◆ Exercise requirements:
Apart from the pictures, write out all the records exactly.

-.-.-

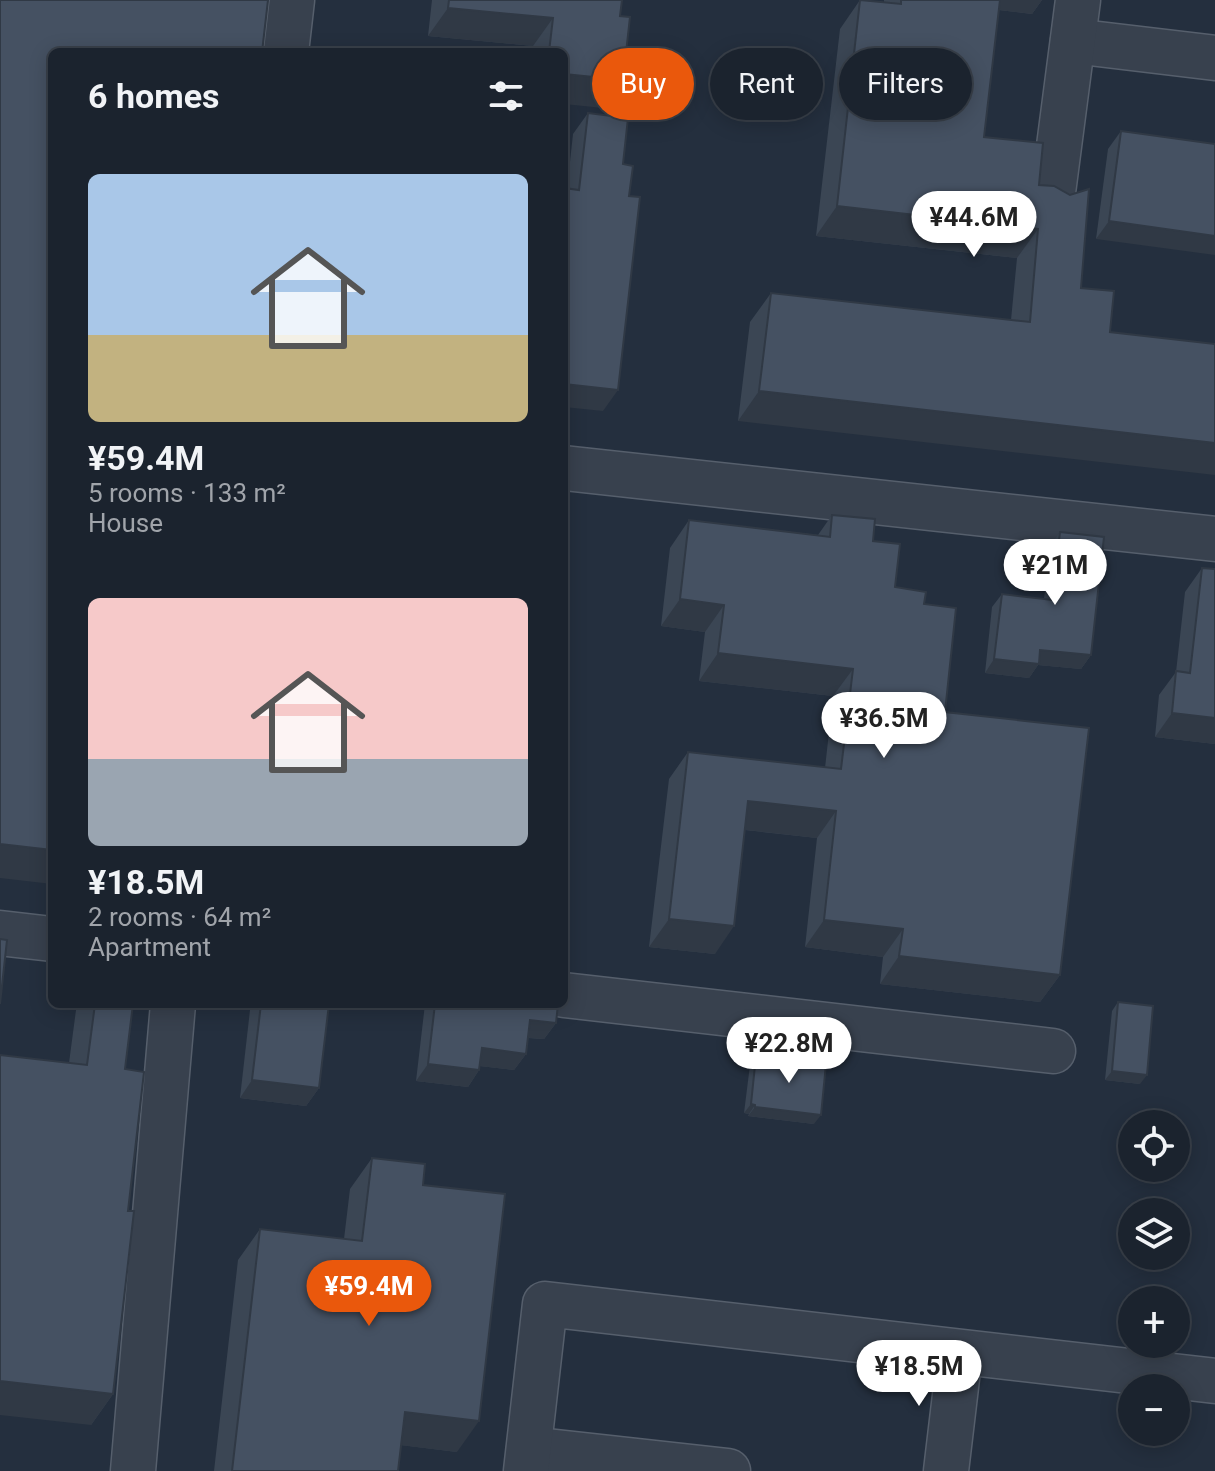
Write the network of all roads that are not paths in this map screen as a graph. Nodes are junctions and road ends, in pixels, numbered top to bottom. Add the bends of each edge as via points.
1 (292, 0) edge
2 (1076, 20) edge
3 (286, 48) edge
4 (1215, 58) edge
5 (1052, 200) edge
6 (568, 468) edge
7 (1215, 539) edge
8 (0, 933) edge
9 (48, 939) edge
10 (568, 995) edge
11 (173, 1008) edge
12 (1053, 1051) dead end
13 (960, 1353) junction
14 (1215, 1381) edge
15 (528, 1460) edge
16 (133, 1471) edge
17 (728, 1471) edge
18 (946, 1471) edge

1 - 3 street
2 - 4 street
2 - 5 street
6 - 7 street
8 - 9 street
10 - 12 street
11 - 16 street
13 - 14 street
13 - 15 street via 545,1304
13 - 18 street
15 - 17 street

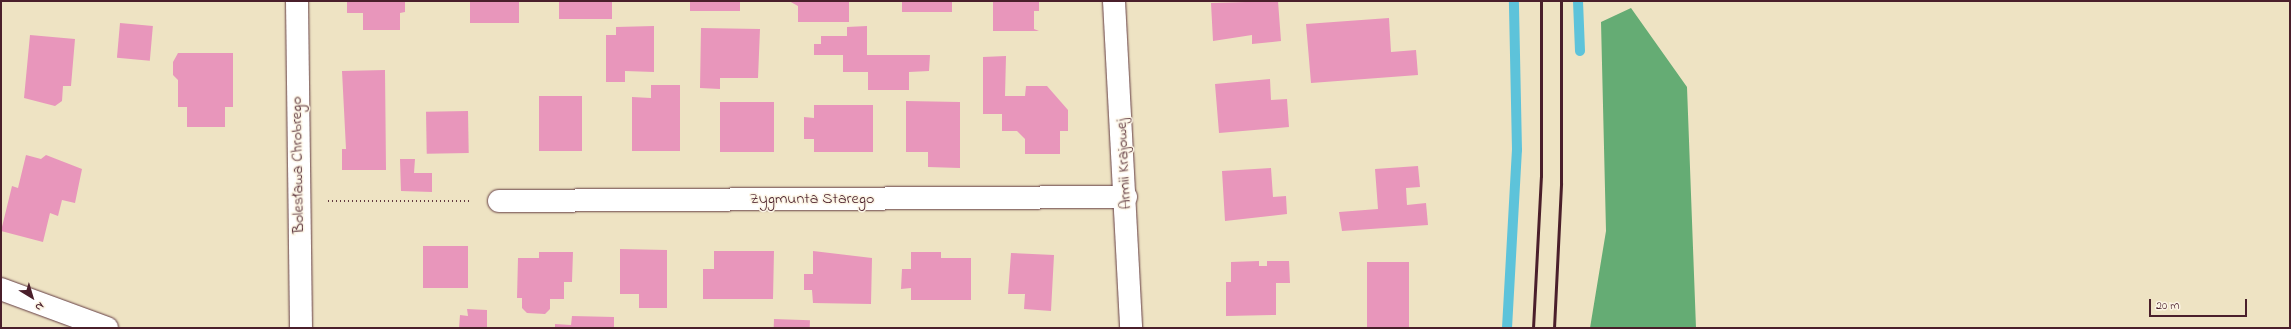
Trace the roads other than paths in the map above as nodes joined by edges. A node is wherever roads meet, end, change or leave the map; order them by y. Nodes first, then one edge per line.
1 (297, 1) edge
2 (1114, 1) edge
3 (1126, 196) junction
4 (499, 201) road end
5 (1, 289) edge
6 (107, 328) edge
7 (301, 328) edge
8 (1131, 328) edge

1 - 7 street, Bolesława Chrobrego
2 - 3 street, Armii Krajowej
3 - 4 street, Zygmunta Starego
3 - 8 street, Armii Krajowej
5 - 6 street

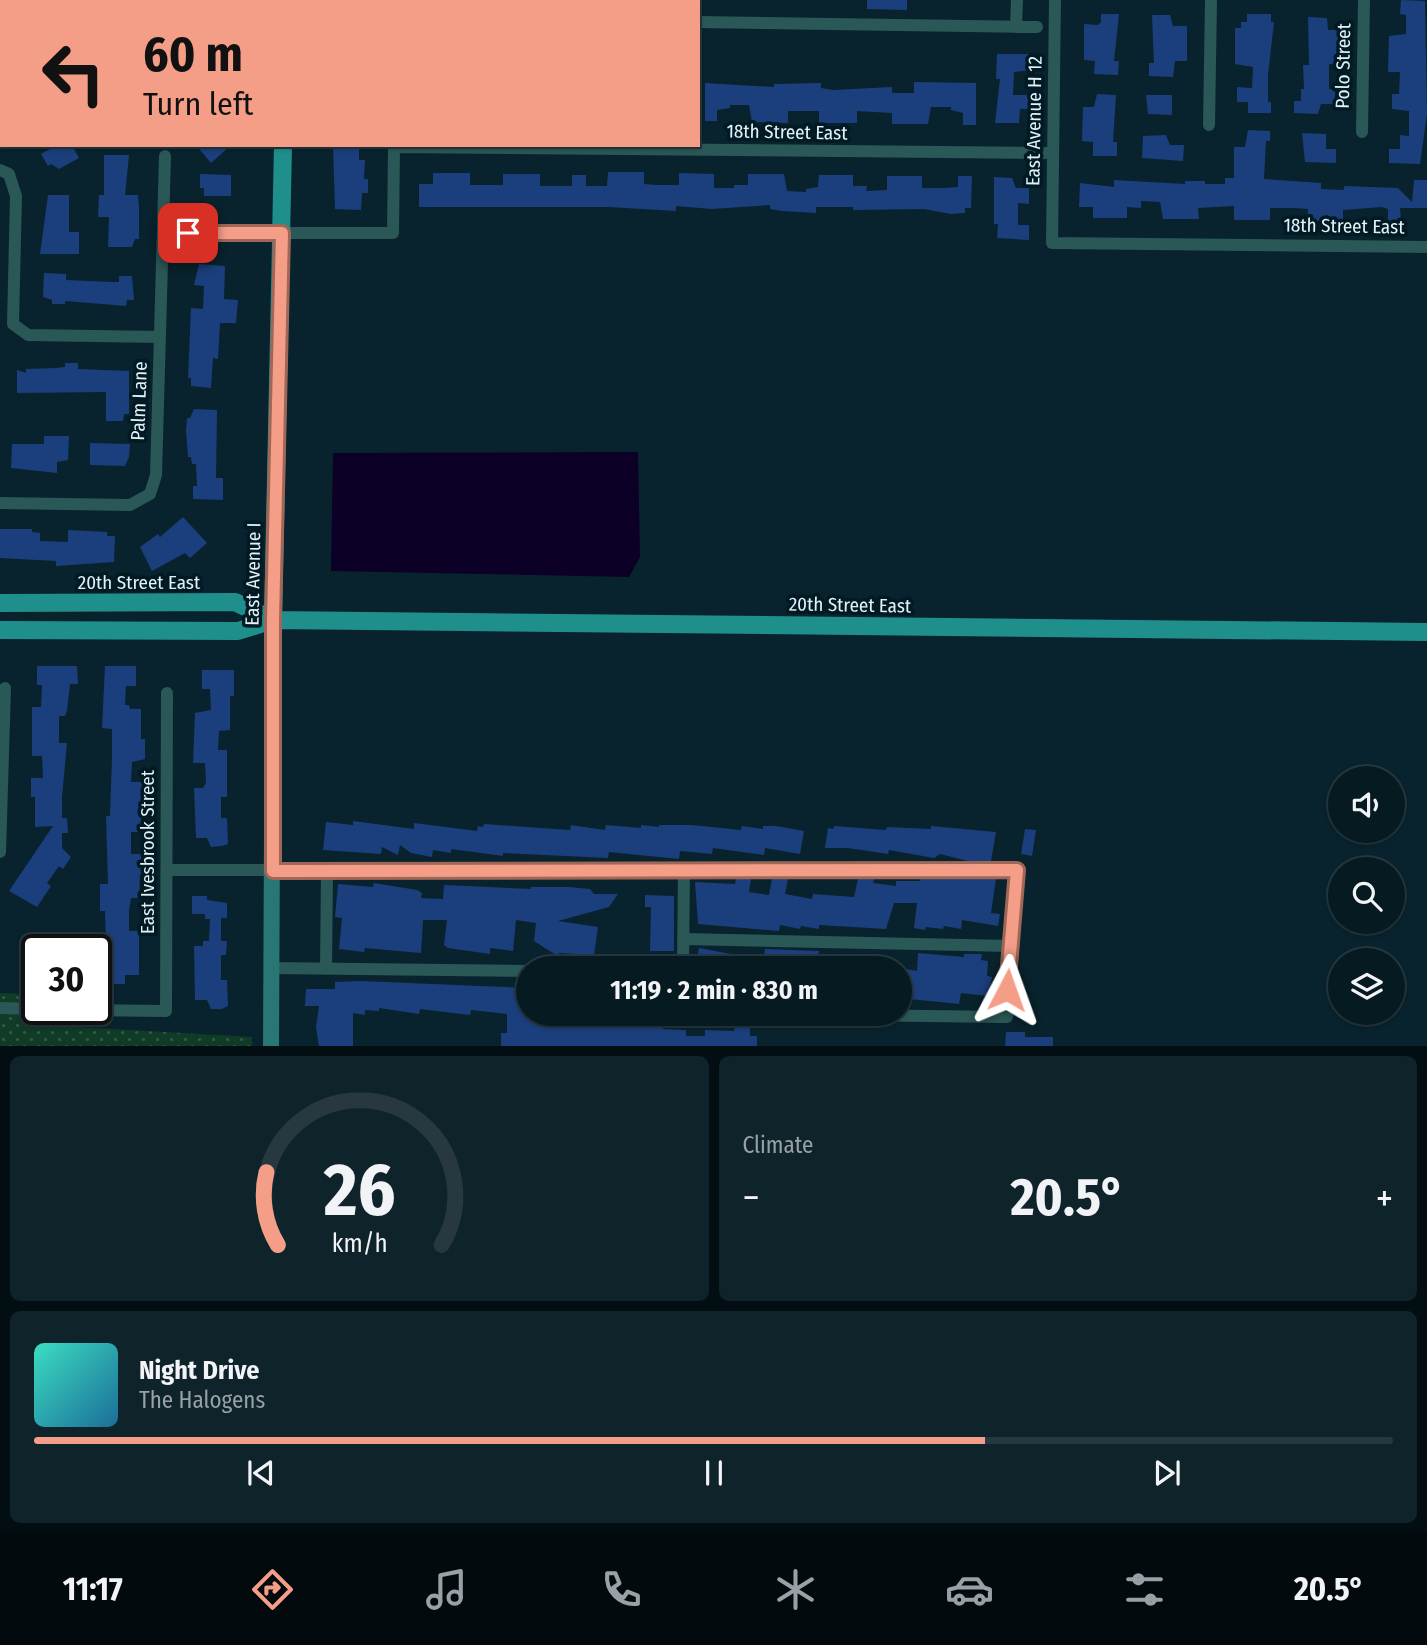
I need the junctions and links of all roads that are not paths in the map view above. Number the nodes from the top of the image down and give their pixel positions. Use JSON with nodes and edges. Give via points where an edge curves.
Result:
{"nodes":[{"id":1,"x":1017,"y":0,"type":"edge"},
{"id":2,"x":1055,"y":0,"type":"edge"},
{"id":3,"x":1210,"y":0,"type":"edge"},
{"id":4,"x":1364,"y":0,"type":"edge"},
{"id":5,"x":700,"y":22,"type":"edge"},
{"id":6,"x":1016,"y":27,"type":"junction"},
{"id":7,"x":1037,"y":27,"type":"dead end"},
{"id":8,"x":1209,"y":125,"type":"dead end"},
{"id":9,"x":1362,"y":132,"type":"dead end"},
{"id":10,"x":283,"y":147,"type":"edge"},
{"id":11,"x":1053,"y":153,"type":"junction"},
{"id":12,"x":165,"y":156,"type":"dead end"},
{"id":13,"x":0,"y":170,"type":"edge"},
{"id":14,"x":165,"y":233,"type":"junction"},
{"id":15,"x":282,"y":233,"type":"junction"},
{"id":16,"x":1052,"y":243,"type":"joint"},
{"id":17,"x":1427,"y":247,"type":"edge"},
{"id":18,"x":160,"y":337,"type":"junction"},
{"id":19,"x":0,"y":503,"type":"edge"},
{"id":20,"x":0,"y":603,"type":"edge"},
{"id":21,"x":273,"y":620,"type":"junction"},
{"id":22,"x":0,"y":630,"type":"edge"},
{"id":23,"x":1427,"y":632,"type":"edge"},
{"id":24,"x":5,"y":688,"type":"dead end"},
{"id":25,"x":167,"y":693,"type":"dead end"},
{"id":26,"x":0,"y":852,"type":"edge"},
{"id":27,"x":684,"y":869,"type":"junction"},
{"id":28,"x":167,"y":870,"type":"junction"},
{"id":29,"x":273,"y":871,"type":"junction"},
{"id":30,"x":327,"y":872,"type":"junction"},
{"id":31,"x":683,"y":939,"type":"junction"},
{"id":32,"x":1012,"y":946,"type":"junction"},
{"id":33,"x":683,"y":956,"type":"edge"},
{"id":34,"x":271,"y":968,"type":"junction"},
{"id":35,"x":326,"y":969,"type":"junction"},
{"id":36,"x":516,"y":971,"type":"edge"},
{"id":37,"x":0,"y":1008,"type":"edge"},
{"id":38,"x":21,"y":1009,"type":"edge"},
{"id":39,"x":112,"y":1011,"type":"edge"},
{"id":40,"x":912,"y":1016,"type":"edge"},
{"id":41,"x":271,"y":1046,"type":"edge"}],
"edges":[{"from":1,"to":6,"type":"street"},
{"from":2,"to":11,"type":"street","name":"East Avenue H 12"},
{"from":3,"to":8,"type":"street"},
{"from":4,"to":9,"type":"street","name":"Polo Street"},
{"from":5,"to":6,"type":"street"},
{"from":6,"to":7,"type":"street"},
{"from":10,"to":15,"type":"main road","name":"East Avenue I"},
{"from":11,"to":15,"type":"street","name":"18th Street East","via":[[394,147],[393,233]]},
{"from":11,"to":16,"type":"street","name":"East Avenue H 12"},
{"from":12,"to":14,"type":"street","name":"Palm Lane"},
{"from":13,"to":18,"type":"street","via":[[9,174],[16,196],[13,324],[28,335]]},
{"from":14,"to":15,"type":"street"},
{"from":14,"to":18,"type":"street","name":"Palm Lane"},
{"from":15,"to":21,"type":"main road","name":"East Avenue I"},
{"from":16,"to":17,"type":"street","name":"18th Street East"},
{"from":18,"to":19,"type":"street","name":"Palm Lane","via":[[156,475],[150,494],[130,505]]},
{"from":20,"to":21,"type":"main road","name":"20th Street East","via":[[235,603]]},
{"from":21,"to":22,"type":"main road","name":"20th Street East","via":[[238,631]]},
{"from":21,"to":23,"type":"main road","name":"20th Street East"},
{"from":21,"to":29,"type":"main road","name":"East Avenue I"},
{"from":24,"to":26,"type":"street"},
{"from":25,"to":28,"type":"street","name":"East Ivesbrook Street"},
{"from":27,"to":30,"type":"street"},
{"from":27,"to":31,"type":"street"},
{"from":27,"to":32,"type":"street","via":[[1017,870]]},
{"from":28,"to":29,"type":"street"},
{"from":28,"to":39,"type":"street","name":"East Ivesbrook Street","via":[[166,1012]]},
{"from":29,"to":30,"type":"street"},
{"from":29,"to":34,"type":"main road","name":"East Avenue I"},
{"from":30,"to":35,"type":"street"},
{"from":31,"to":32,"type":"street"},
{"from":31,"to":33,"type":"street"},
{"from":32,"to":40,"type":"street","via":[[1007,1017]]},
{"from":34,"to":35,"type":"street"},
{"from":34,"to":41,"type":"main road","name":"East Avenue I"},
{"from":35,"to":36,"type":"street"},
{"from":37,"to":38,"type":"street"}]}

-.-.-

◆ Task result:
Write the network of all roads that are not paths in this map screen as a graph. Nodes are junctions and road ends, in pixels, numbered top to bottom. Add the bends of each edge as via points.
1 (292, 0) edge
2 (1076, 20) edge
3 (286, 48) edge
4 (1215, 58) edge
5 (1052, 200) edge
6 (568, 468) edge
7 (1215, 539) edge
8 (0, 933) edge
9 (48, 939) edge
10 (568, 995) edge
11 (173, 1008) edge
12 (1053, 1051) dead end
13 (960, 1353) junction
14 (1215, 1381) edge
15 (528, 1460) edge
16 (133, 1471) edge
17 (728, 1471) edge
18 (946, 1471) edge

1 - 3 street
2 - 4 street
2 - 5 street
6 - 7 street
8 - 9 street
10 - 12 street
11 - 16 street
13 - 14 street
13 - 15 street via 545,1304
13 - 18 street
15 - 17 street

Trace the roads other than paths in the map above as nodes joined by edges. A node is wherever roads meet, end, change or leave the map; order them by y. Nodes first, then one edge per line.
1 (297, 1) edge
2 (1114, 1) edge
3 (1126, 196) junction
4 (499, 201) road end
5 (1, 289) edge
6 (107, 328) edge
7 (301, 328) edge
8 (1131, 328) edge

1 - 7 street, Bolesława Chrobrego
2 - 3 street, Armii Krajowej
3 - 4 street, Zygmunta Starego
3 - 8 street, Armii Krajowej
5 - 6 street

I need the junctions and links of all roads that are not paths in the map view above. Number the nodes from the top of the image down and give their pixel positions. Use JSON with nodes and edges. Give via points where an edge curves.
Result:
{"nodes":[{"id":1,"x":1017,"y":0,"type":"edge"},
{"id":2,"x":1055,"y":0,"type":"edge"},
{"id":3,"x":1210,"y":0,"type":"edge"},
{"id":4,"x":1364,"y":0,"type":"edge"},
{"id":5,"x":700,"y":22,"type":"edge"},
{"id":6,"x":1016,"y":27,"type":"junction"},
{"id":7,"x":1037,"y":27,"type":"dead end"},
{"id":8,"x":1209,"y":125,"type":"dead end"},
{"id":9,"x":1362,"y":132,"type":"dead end"},
{"id":10,"x":283,"y":147,"type":"edge"},
{"id":11,"x":1053,"y":153,"type":"junction"},
{"id":12,"x":165,"y":156,"type":"dead end"},
{"id":13,"x":0,"y":170,"type":"edge"},
{"id":14,"x":165,"y":233,"type":"junction"},
{"id":15,"x":282,"y":233,"type":"junction"},
{"id":16,"x":1052,"y":243,"type":"joint"},
{"id":17,"x":1427,"y":247,"type":"edge"},
{"id":18,"x":160,"y":337,"type":"junction"},
{"id":19,"x":0,"y":503,"type":"edge"},
{"id":20,"x":0,"y":603,"type":"edge"},
{"id":21,"x":273,"y":620,"type":"junction"},
{"id":22,"x":0,"y":630,"type":"edge"},
{"id":23,"x":1427,"y":632,"type":"edge"},
{"id":24,"x":5,"y":688,"type":"dead end"},
{"id":25,"x":167,"y":693,"type":"dead end"},
{"id":26,"x":0,"y":852,"type":"edge"},
{"id":27,"x":684,"y":869,"type":"junction"},
{"id":28,"x":167,"y":870,"type":"junction"},
{"id":29,"x":273,"y":871,"type":"junction"},
{"id":30,"x":327,"y":872,"type":"junction"},
{"id":31,"x":683,"y":939,"type":"junction"},
{"id":32,"x":1012,"y":946,"type":"junction"},
{"id":33,"x":683,"y":956,"type":"edge"},
{"id":34,"x":271,"y":968,"type":"junction"},
{"id":35,"x":326,"y":969,"type":"junction"},
{"id":36,"x":516,"y":971,"type":"edge"},
{"id":37,"x":0,"y":1008,"type":"edge"},
{"id":38,"x":21,"y":1009,"type":"edge"},
{"id":39,"x":112,"y":1011,"type":"edge"},
{"id":40,"x":912,"y":1016,"type":"edge"},
{"id":41,"x":271,"y":1046,"type":"edge"}],
"edges":[{"from":1,"to":6,"type":"street"},
{"from":2,"to":11,"type":"street","name":"East Avenue H 12"},
{"from":3,"to":8,"type":"street"},
{"from":4,"to":9,"type":"street","name":"Polo Street"},
{"from":5,"to":6,"type":"street"},
{"from":6,"to":7,"type":"street"},
{"from":10,"to":15,"type":"main road","name":"East Avenue I"},
{"from":11,"to":15,"type":"street","name":"18th Street East","via":[[394,147],[393,233]]},
{"from":11,"to":16,"type":"street","name":"East Avenue H 12"},
{"from":12,"to":14,"type":"street","name":"Palm Lane"},
{"from":13,"to":18,"type":"street","via":[[9,174],[16,196],[13,324],[28,335]]},
{"from":14,"to":15,"type":"street"},
{"from":14,"to":18,"type":"street","name":"Palm Lane"},
{"from":15,"to":21,"type":"main road","name":"East Avenue I"},
{"from":16,"to":17,"type":"street","name":"18th Street East"},
{"from":18,"to":19,"type":"street","name":"Palm Lane","via":[[156,475],[150,494],[130,505]]},
{"from":20,"to":21,"type":"main road","name":"20th Street East","via":[[235,603]]},
{"from":21,"to":22,"type":"main road","name":"20th Street East","via":[[238,631]]},
{"from":21,"to":23,"type":"main road","name":"20th Street East"},
{"from":21,"to":29,"type":"main road","name":"East Avenue I"},
{"from":24,"to":26,"type":"street"},
{"from":25,"to":28,"type":"street","name":"East Ivesbrook Street"},
{"from":27,"to":30,"type":"street"},
{"from":27,"to":31,"type":"street"},
{"from":27,"to":32,"type":"street","via":[[1017,870]]},
{"from":28,"to":29,"type":"street"},
{"from":28,"to":39,"type":"street","name":"East Ivesbrook Street","via":[[166,1012]]},
{"from":29,"to":30,"type":"street"},
{"from":29,"to":34,"type":"main road","name":"East Avenue I"},
{"from":30,"to":35,"type":"street"},
{"from":31,"to":32,"type":"street"},
{"from":31,"to":33,"type":"street"},
{"from":32,"to":40,"type":"street","via":[[1007,1017]]},
{"from":34,"to":35,"type":"street"},
{"from":34,"to":41,"type":"main road","name":"East Avenue I"},
{"from":35,"to":36,"type":"street"},
{"from":37,"to":38,"type":"street"}]}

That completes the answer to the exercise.